In Revlon, Inc. v. MacAndrews & Forbes Holdings, Inc., 506 A.2d 173, 182 (1986), the Delaware Supreme Court famously held that when the sale of a corporation becomes inevitable,  the board of directors' duty changed from the preservation of the corporation to the maximization of the company's value at a sale for the stockholders' benefit.  Nearly four decades have passed and Revlon remains a seminal case in Delaware jurisprudence.  
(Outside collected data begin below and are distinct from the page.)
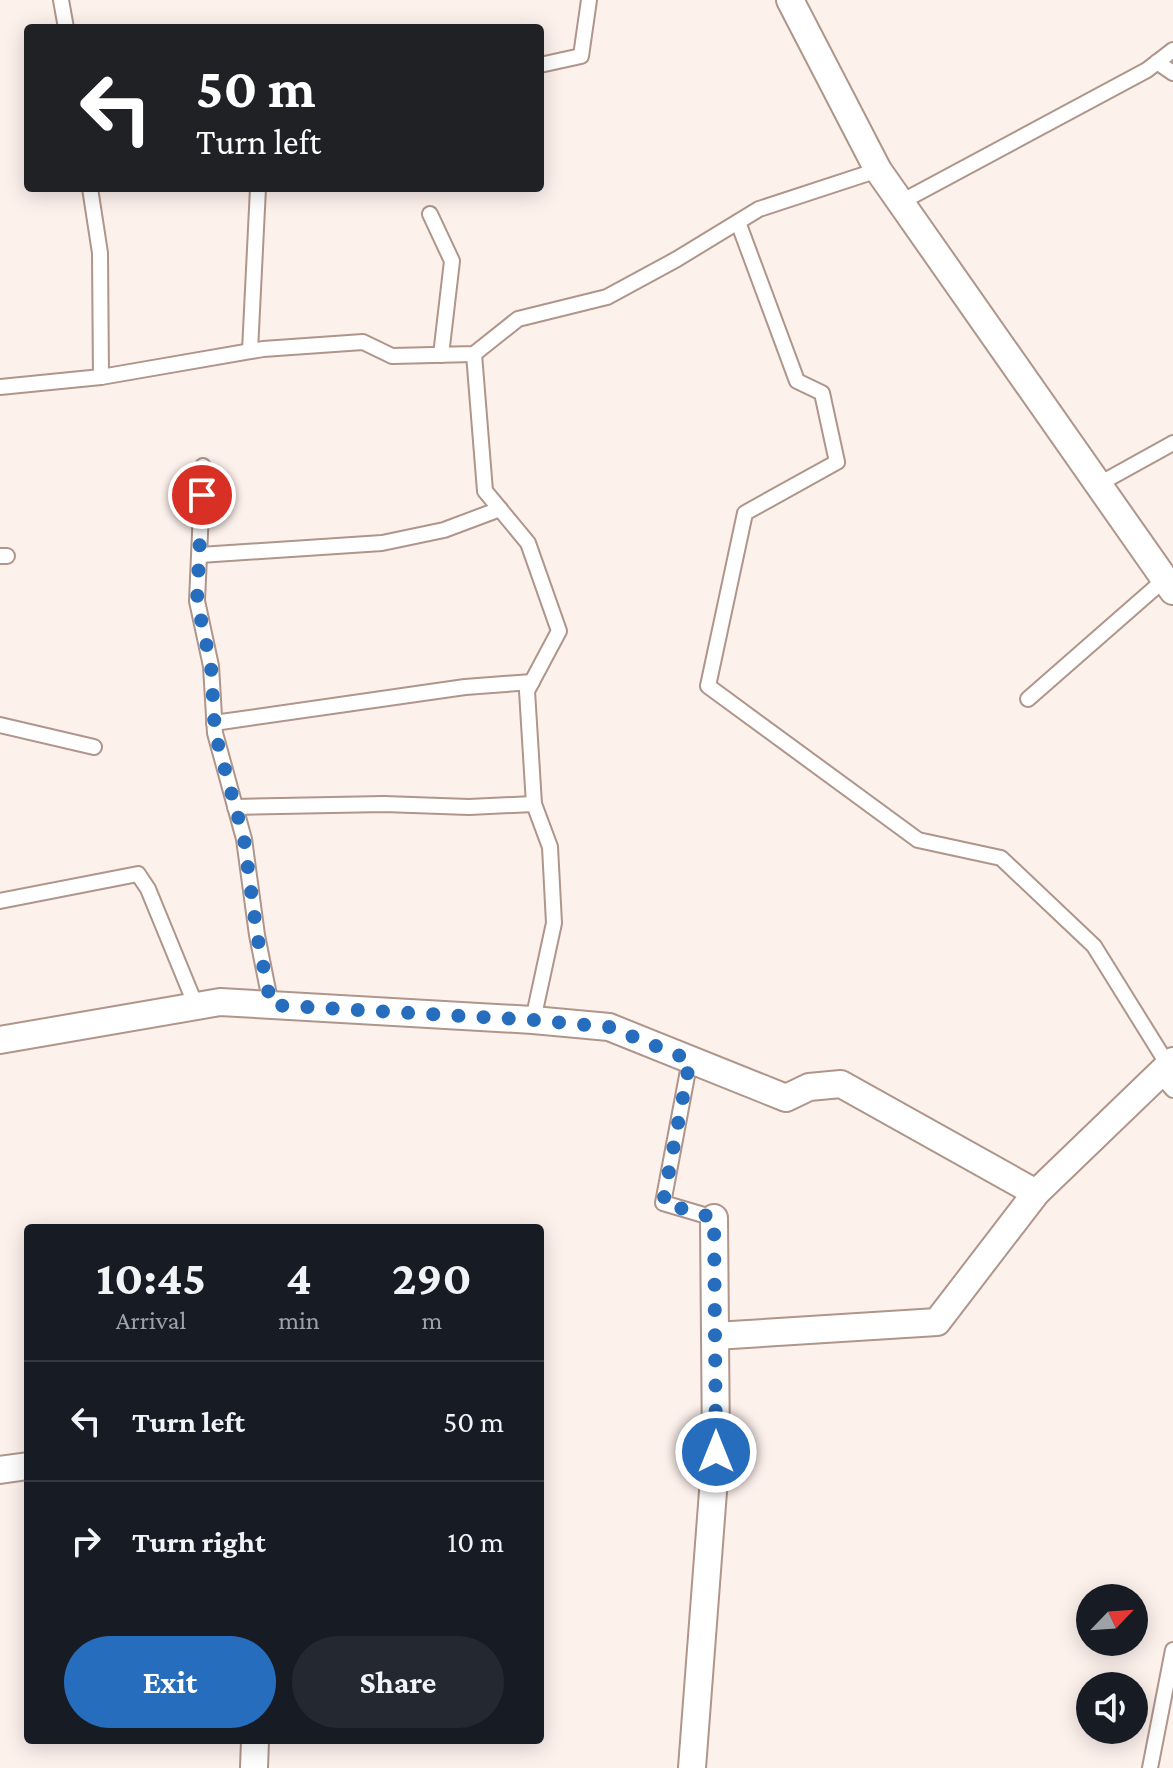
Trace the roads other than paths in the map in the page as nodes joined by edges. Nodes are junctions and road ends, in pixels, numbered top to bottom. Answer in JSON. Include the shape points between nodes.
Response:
{"nodes":[{"id":1,"x":61,"y":0,"type":"edge"},
{"id":2,"x":589,"y":0,"type":"edge"},
{"id":3,"x":790,"y":0,"type":"edge"},
{"id":4,"x":65,"y":24,"type":"edge"},
{"id":5,"x":1173,"y":50,"type":"edge"},
{"id":6,"x":1157,"y":62,"type":"junction"},
{"id":7,"x":544,"y":64,"type":"edge"},
{"id":8,"x":1173,"y":73,"type":"edge"},
{"id":9,"x":878,"y":170,"type":"junction"},
{"id":10,"x":91,"y":192,"type":"edge"},
{"id":11,"x":258,"y":192,"type":"edge"},
{"id":12,"x":901,"y":202,"type":"junction"},
{"id":13,"x":430,"y":214,"type":"dead end"},
{"id":14,"x":738,"y":222,"type":"junction"},
{"id":15,"x":250,"y":351,"type":"junction"},
{"id":16,"x":474,"y":354,"type":"junction"},
{"id":17,"x":441,"y":355,"type":"junction"},
{"id":18,"x":101,"y":377,"type":"junction"},
{"id":19,"x":0,"y":387,"type":"edge"},
{"id":20,"x":1173,"y":443,"type":"edge"},
{"id":21,"x":203,"y":466,"type":"dead end"},
{"id":22,"x":1099,"y":484,"type":"junction"},
{"id":23,"x":500,"y":509,"type":"junction"},
{"id":24,"x":200,"y":555,"type":"junction"},
{"id":25,"x":1167,"y":574,"type":"edge"},
{"id":26,"x":532,"y":682,"type":"junction"},
{"id":27,"x":1028,"y":699,"type":"dead end"},
{"id":28,"x":214,"y":723,"type":"junction"},
{"id":29,"x":0,"y":725,"type":"edge"},
{"id":30,"x":94,"y":747,"type":"dead end"},
{"id":31,"x":534,"y":804,"type":"junction"},
{"id":32,"x":235,"y":807,"type":"junction"},
{"id":33,"x":0,"y":901,"type":"edge"},
{"id":34,"x":271,"y":1005,"type":"junction"},
{"id":35,"x":196,"y":1006,"type":"junction"},
{"id":36,"x":533,"y":1020,"type":"junction"},
{"id":37,"x":0,"y":1040,"type":"edge"},
{"id":38,"x":690,"y":1060,"type":"junction"},
{"id":39,"x":1168,"y":1073,"type":"edge"},
{"id":40,"x":1036,"y":1193,"type":"junction"},
{"id":41,"x":714,"y":1218,"type":"joint"},
{"id":42,"x":715,"y":1336,"type":"junction"},
{"id":43,"x":24,"y":1467,"type":"edge"},
{"id":44,"x":0,"y":1470,"type":"edge"},
{"id":45,"x":1173,"y":1650,"type":"edge"},
{"id":46,"x":255,"y":1744,"type":"edge"},
{"id":47,"x":254,"y":1768,"type":"edge"},
{"id":48,"x":692,"y":1768,"type":"edge"},
{"id":49,"x":1150,"y":1768,"type":"edge"}],
"edges":[{"from":1,"to":4,"type":"lane"},
{"from":2,"to":7,"type":"lane","via":[[581,56]]},
{"from":3,"to":9,"type":"street"},
{"from":5,"to":6,"type":"lane"},
{"from":6,"to":8,"type":"lane"},
{"from":6,"to":12,"type":"lane"},
{"from":9,"to":12,"type":"street"},
{"from":9,"to":14,"type":"lane","via":[[759,209]]},
{"from":10,"to":18,"type":"lane","via":[[100,253]]},
{"from":11,"to":15,"type":"lane"},
{"from":12,"to":22,"type":"street"},
{"from":13,"to":17,"type":"lane","via":[[452,261]]},
{"from":14,"to":16,"type":"lane","via":[[607,297],[518,319]]},
{"from":14,"to":39,"type":"lane","via":[[797,381],[822,393],[837,462],[745,513],[708,686],[918,840],[1001,858],[1094,946]]},
{"from":15,"to":17,"type":"lane","via":[[363,342],[392,356]]},
{"from":15,"to":18,"type":"lane"},
{"from":16,"to":17,"type":"lane"},
{"from":16,"to":23,"type":"lane","via":[[485,491]]},
{"from":18,"to":19,"type":"lane"},
{"from":20,"to":22,"type":"lane"},
{"from":21,"to":24,"type":"lane"},
{"from":22,"to":25,"type":"street"},
{"from":23,"to":24,"type":"lane","via":[[444,530],[382,543]]},
{"from":23,"to":26,"type":"lane","via":[[528,543],[559,631]]},
{"from":24,"to":28,"type":"lane","via":[[197,601],[211,666]]},
{"from":25,"to":27,"type":"lane"},
{"from":26,"to":28,"type":"lane"},
{"from":26,"to":31,"type":"lane","via":[[527,691]]},
{"from":28,"to":32,"type":"lane"},
{"from":29,"to":30,"type":"lane"},
{"from":31,"to":32,"type":"lane"},
{"from":31,"to":36,"type":"lane","via":[[550,847],[554,923]]},
{"from":32,"to":34,"type":"lane"},
{"from":33,"to":35,"type":"lane","via":[[138,874]]},
{"from":34,"to":35,"type":"street"},
{"from":34,"to":36,"type":"street"},
{"from":35,"to":37,"type":"street"},
{"from":36,"to":38,"type":"street","via":[[609,1027]]},
{"from":38,"to":40,"type":"street","via":[[786,1098],[809,1087],[841,1084]]},
{"from":38,"to":41,"type":"lane","via":[[663,1203]]},
{"from":39,"to":40,"type":"street"},
{"from":40,"to":42,"type":"street","via":[[937,1322]]},
{"from":41,"to":42,"type":"street"},
{"from":42,"to":48,"type":"street","via":[[716,1452]]},
{"from":43,"to":44,"type":"street"},
{"from":45,"to":49,"type":"lane"},
{"from":46,"to":47,"type":"street"}]}
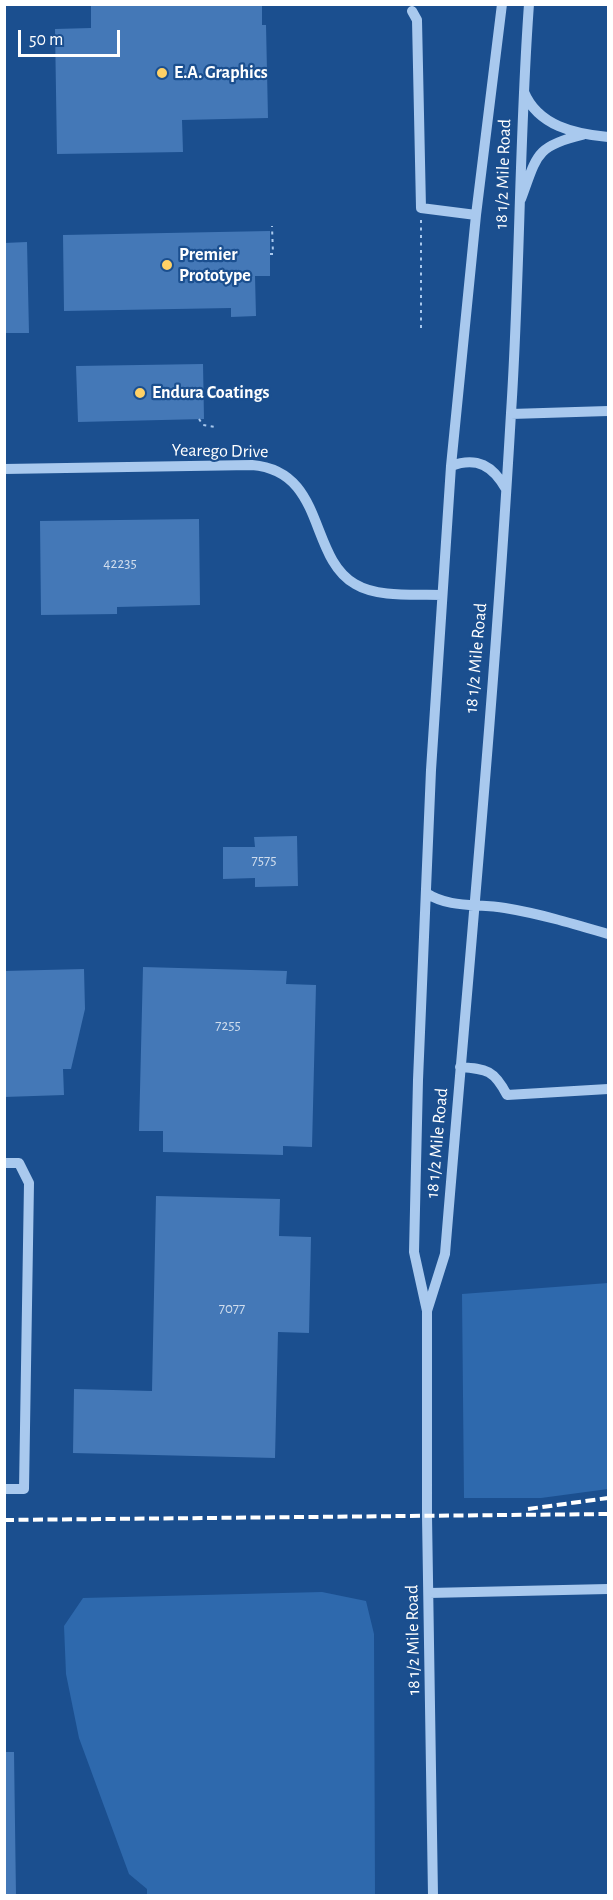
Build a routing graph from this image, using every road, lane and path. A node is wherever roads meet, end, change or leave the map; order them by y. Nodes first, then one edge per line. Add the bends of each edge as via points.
1 (502, 4) edge
2 (528, 4) edge
3 (412, 11) dead end
4 (523, 90) junction
5 (582, 135) junction
6 (609, 137) edge
7 (421, 208) junction
8 (518, 208) junction
9 (476, 215) junction
10 (272, 226) dead end
11 (270, 254) dead end
12 (421, 328) dead end
13 (609, 411) edge
14 (511, 414) junction
15 (199, 419) dead end
16 (216, 427) dead end
17 (451, 466) junction
18 (4, 469) edge
19 (506, 490) junction
20 (442, 595) junction
21 (426, 893) junction
22 (474, 903) junction
23 (609, 934) edge
24 (460, 1067) junction
25 (609, 1089) edge
26 (4, 1163) edge
27 (427, 1311) junction
28 (4, 1489) edge
29 (609, 1589) edge
30 (429, 1593) junction
31 (434, 1896) edge

1 - 9 street, 18 1/2 Mile Road
2 - 4 street, 18 1/2 Mile Road
3 - 7 street via 417,20
4 - 5 street via 545,120
4 - 8 street, 18 1/2 Mile Road
5 - 6 street
5 - 8 street via 545,147
7 - 9 street
7 - 12 path
8 - 14 street, 18 1/2 Mile Road
9 - 17 street, 18 1/2 Mile Road
10 - 11 path
13 - 14 street
14 - 19 street, 18 1/2 Mile Road
15 - 16 path via 203,425
17 - 19 street via 471,461 482,463 491,468
17 - 20 street, 18 1/2 Mile Road
18 - 20 street, Yearego Drive via 252,465 276,469 296,485 335,562 355,585 385,592
19 - 22 street, 18 1/2 Mile Road
20 - 21 street, 18 1/2 Mile Road
21 - 22 street via 445,904
21 - 27 street, 18 1/2 Mile Road via 414,1252
22 - 23 street via 547,916
22 - 24 street, 18 1/2 Mile Road
24 - 25 street via 486,1069 507,1095
24 - 27 street, 18 1/2 Mile Road via 445,1254
26 - 28 street via 19,1163 29,1184 24,1488
27 - 30 street, 18 1/2 Mile Road
29 - 30 street
30 - 31 street, 18 1/2 Mile Road

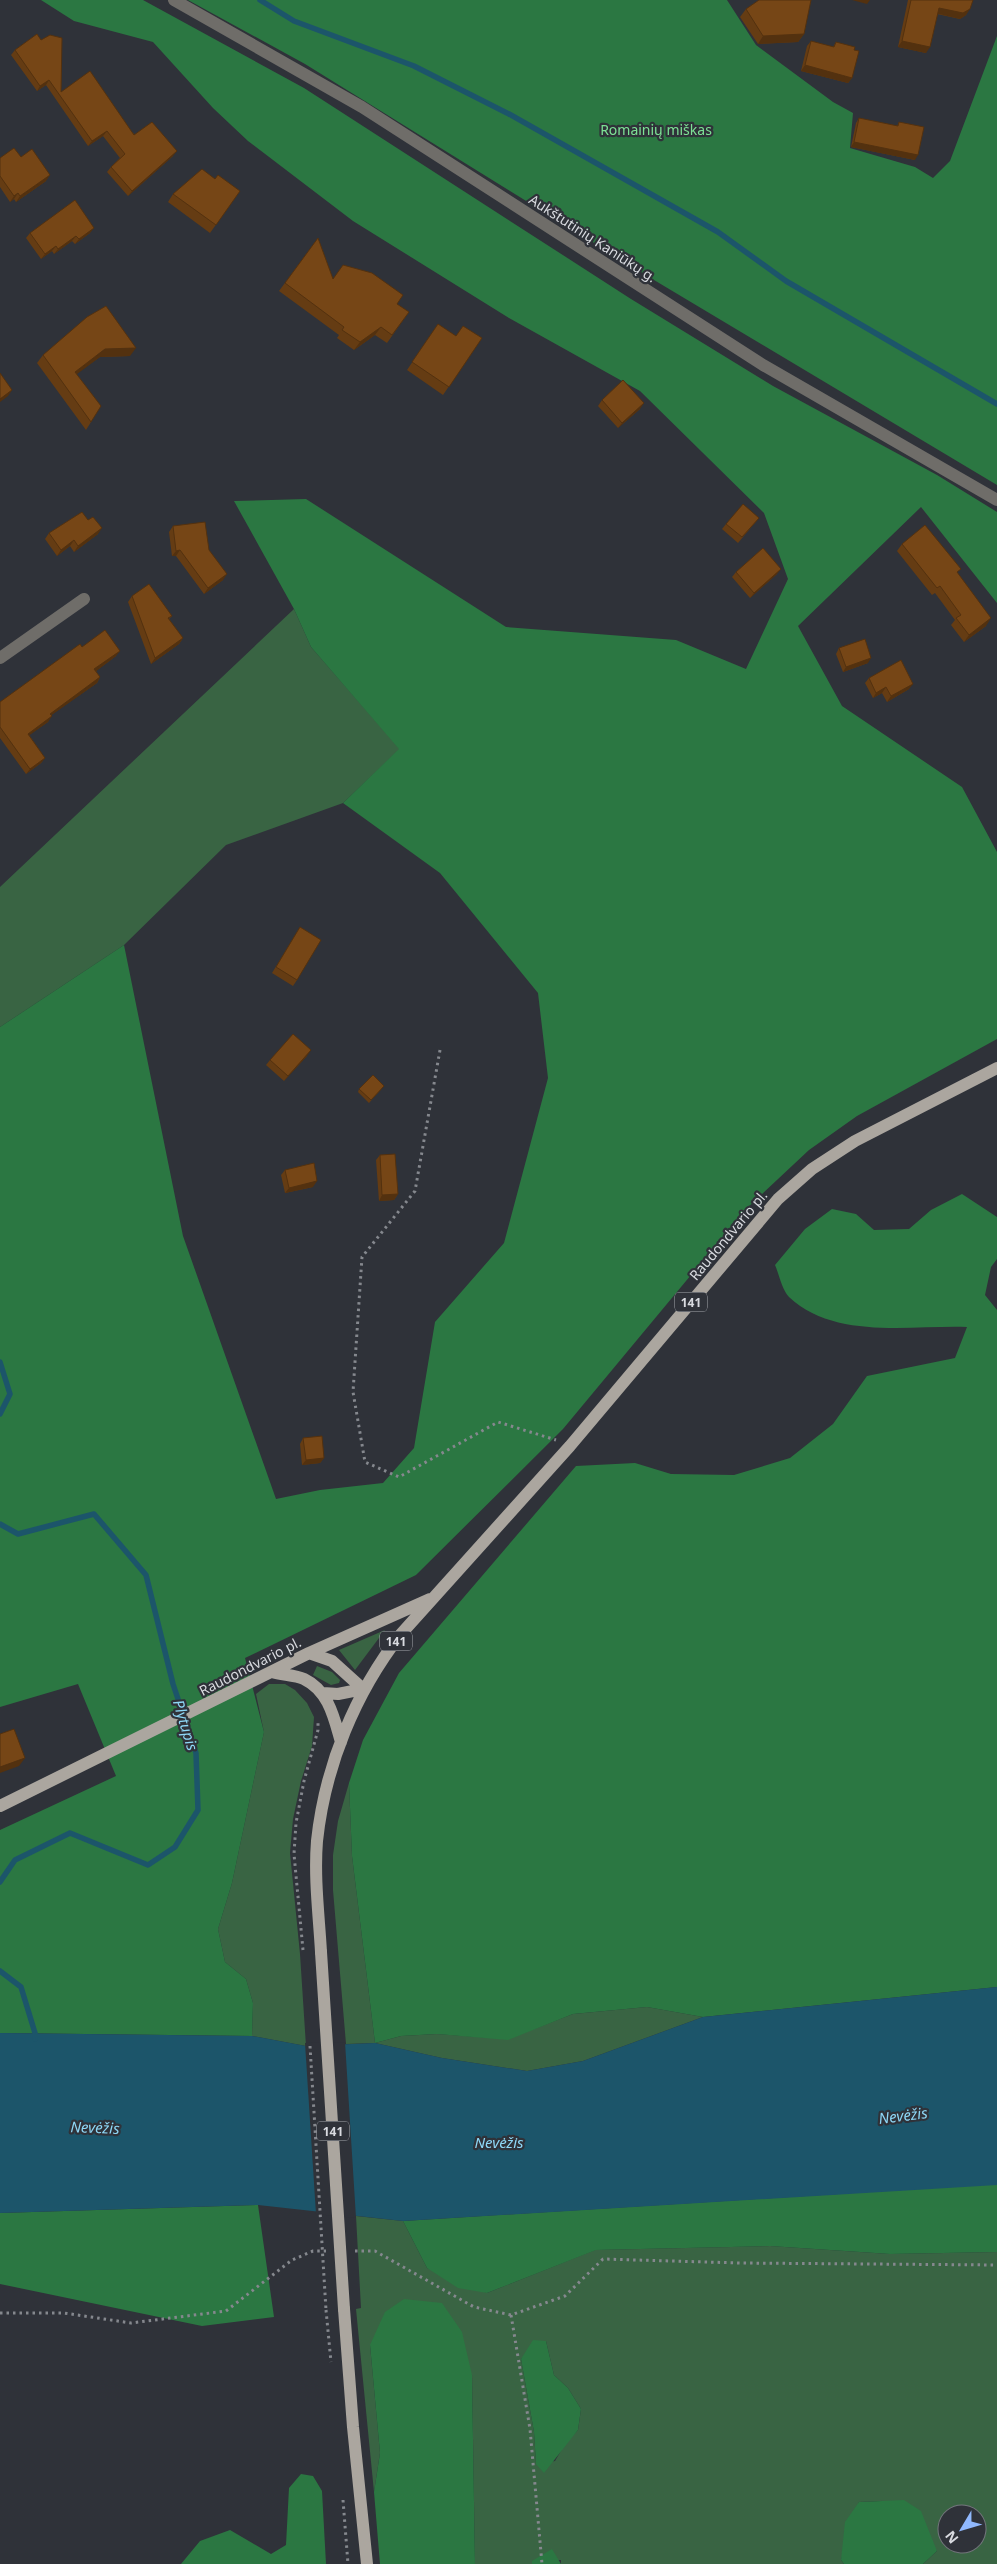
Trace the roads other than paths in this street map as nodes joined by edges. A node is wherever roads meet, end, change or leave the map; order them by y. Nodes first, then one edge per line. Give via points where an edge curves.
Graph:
1 (174, 0) edge
2 (997, 500) edge
3 (84, 598) dead end
4 (0, 658) edge
5 (997, 1068) edge
6 (434, 1597) junction
7 (309, 1653) junction
8 (272, 1672) junction
9 (363, 1689) junction
10 (323, 1693) junction
11 (341, 1742) junction
12 (0, 1806) edge
13 (366, 2564) edge

1 - 2 street, Aukštutinių Kaniūkų g. via 362,108 763,365
3 - 4 street
5 - 6 main road, Raudondvario pl. / 141 via 855,1141 812,1169 778,1199 570,1446
6 - 7 main road, Raudondvario pl.
6 - 9 main road, Raudondvario pl. / 141 via 383,1657
7 - 8 main road, Raudondvario pl.
7 - 9 main road via 332,1661
8 - 10 main road via 303,1679
8 - 12 main road, Raudondvario pl.
9 - 10 main road
9 - 11 main road, 141
10 - 11 main road via 334,1714
11 - 13 main road, 141, bridge via 323,1807 316,1873 344,2309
Until now, however, the Nevada Supreme Court has taken absolutely no notice of Revlon.  In a ruling earlier this month, the Court finally mentioned Revlon, but did not decide its application to Nevada corporate law:

Finally, we also note that Revlon appears to be in tension with Nevada corporate law, but we will not directly address that issue here, seeing that PAMTP has not pleaded a Revlon claim. See NRS 78.138(5) (“Directors and officers are not required to consider, as a dominant factor, the effect of a proposed corporate action upon any particular group or constituency having an interest in the corporation.”); Guzman v. Johnson, 137 Nev. 126, 131-32, 483 P.3d 531, 537 (2021) (holding that the “inherent fairness standard,” which obligated directors “to show [a transaction's] inherent fairness from the viewpoint of the corporation and those interested therein,” no longer applies in Nevada (internal quotation marks omitted)).
 

In re Parametric Sound Corp. Shareholders' Litig., 140 Nev. Adv. Op. 36 (2024).  Eleven years ago, I posited that Nevada's "other constituency" statute (NRS 78.138) "constitutes an explicit repudiation by Nevada's legislature of Delaware law as established in [Revlon]".  Keith Paul Bishop & Jeffrey P. Zucker, Bishop & Zucker on Nevada Corporations and Limited Liability Companies (2013).  It seems that the Nevada Supreme Court may be in agreement with that thought.

For more about the Parametric Sound decision, see Nevada Supreme Court Follows Delaware In Overruling Gentile v. Rosette.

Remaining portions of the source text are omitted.